Opinión

¿Es odio decir que Hodio es odioso?

Esto de llamarle Hodio a la herramienta que se ha inventado Pedro Sánchez para «medir de forma sistemática la presencia, evolución y el alcance de los discursos de odio en las plataformas digitales» es, en las formas, una gloriosa exhibición de idiocia y, en el fondo, un paso más en su ofensiva contra los medios de comunicación que no le bailan el agua. Un ejemplo: si OKDIARIO califica de estupidez soberana el nombre de la plataforma, ¿es una demostración de odio referirse a Hodio en esos términos?
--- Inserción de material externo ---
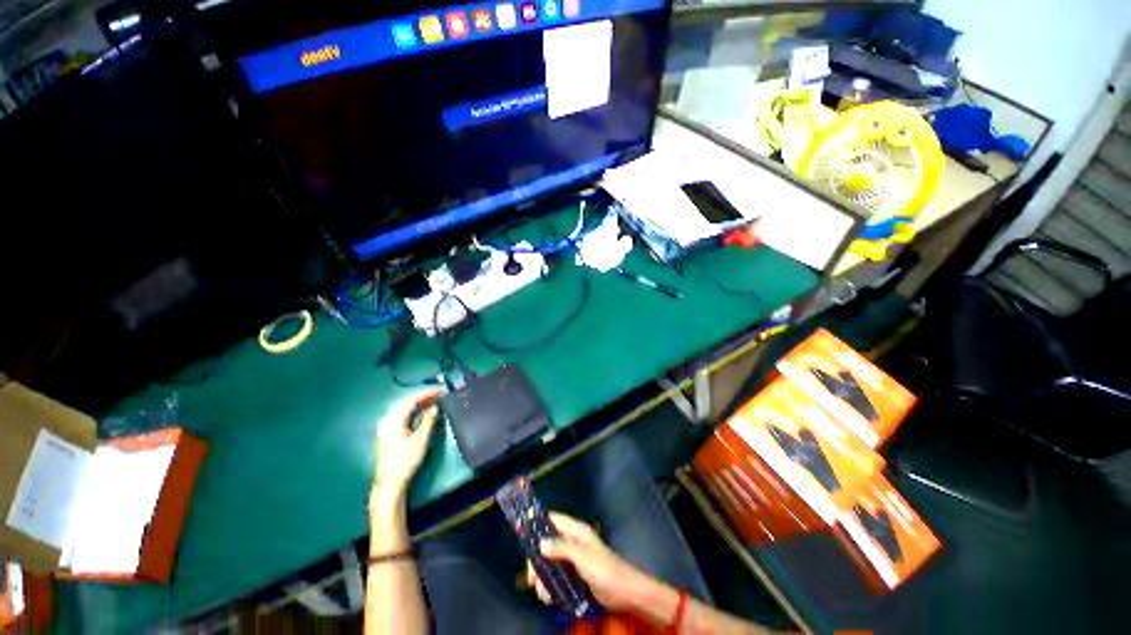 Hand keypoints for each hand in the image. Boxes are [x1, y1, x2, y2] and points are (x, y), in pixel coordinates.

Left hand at [371, 391, 441, 508]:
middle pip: (405, 403)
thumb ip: (429, 420)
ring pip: (402, 409)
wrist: (391, 482)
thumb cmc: (407, 459)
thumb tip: (435, 407)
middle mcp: (387, 420)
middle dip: (422, 398)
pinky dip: (412, 412)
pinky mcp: (387, 435)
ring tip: (432, 402)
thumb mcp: (422, 438)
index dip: (427, 394)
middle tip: (438, 396)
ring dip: (417, 405)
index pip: (411, 400)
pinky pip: (400, 416)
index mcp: (394, 419)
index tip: (440, 392)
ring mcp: (385, 428)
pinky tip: (420, 414)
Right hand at [526, 512, 667, 614]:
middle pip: (548, 544)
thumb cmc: (604, 568)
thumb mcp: (581, 557)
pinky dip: (551, 586)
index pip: (553, 520)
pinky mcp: (576, 575)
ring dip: (543, 578)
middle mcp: (573, 542)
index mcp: (575, 531)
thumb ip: (561, 549)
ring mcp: (574, 559)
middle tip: (531, 579)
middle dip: (538, 561)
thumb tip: (540, 543)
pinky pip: (558, 577)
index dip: (539, 524)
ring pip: (551, 563)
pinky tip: (548, 598)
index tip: (523, 536)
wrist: (625, 591)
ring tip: (541, 594) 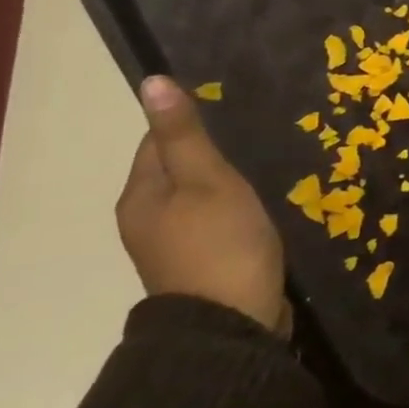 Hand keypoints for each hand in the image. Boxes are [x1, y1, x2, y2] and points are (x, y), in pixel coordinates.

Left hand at [116, 76, 290, 334]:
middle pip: (179, 170)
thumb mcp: (208, 180)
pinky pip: (216, 221)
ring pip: (200, 196)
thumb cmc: (220, 244)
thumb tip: (150, 82)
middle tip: (260, 140)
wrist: (231, 324)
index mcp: (140, 196)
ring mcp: (174, 245)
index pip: (157, 141)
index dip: (194, 124)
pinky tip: (264, 208)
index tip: (236, 115)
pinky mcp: (202, 264)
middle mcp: (147, 219)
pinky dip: (236, 209)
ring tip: (268, 169)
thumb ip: (184, 134)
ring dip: (228, 183)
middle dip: (215, 153)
Fíjense cómo explica el presidente del Gobierno la situación: «Se propaga (el odio) de manera fría y calculada en las redes sociales y, desgraciadamente, se ha convertido en un arma política», ha dicho Pedro Sánchez, quien avanzó también que los resultados se harán públicos «para que todo el mundo sepa quién frena», «quién mira para otro lado y quién hace negocio». La herramienta dependerá del Observatorio Español del Racismo y la Xenofobia, inscrito a su vez en la Secretaría de Estado de Migraciones. Se da la circunstancia de que la secretaria de Estado de Migraciones es Pilar Cancela, histórica dirigente que ha ostentado diversos cargos en el PSOE y durante siete años miembro de la Ejecutiva de Sánchez. Desde ese puesto, precisamente, se ocupó de pedir el voto inmigrante para el PSOE para frenar a la derecha, por ejemplo. O sea, que al frente de Hodio estará una socialista de carné, sanchista hasta la médula. Eso de que la herramienta «va a ser transparente, rigurosa y basada en criterios académicos reconocidos» es de risa. Ha dicho Sánchez que el odio es «un producto que se mercantiliza». Si lo sabrá él. «Cuando el odio se normaliza en Internet —sentenció el presidente— acaba filtrándose en nuestra vida cotidiana».  Tiene guasa. Vamos a terminar este editorial poniendo a prueba a Hodio, la herramienta de Sánchez para controlar a los medios críticos: ¿Es odio decir que Hodio es odioso?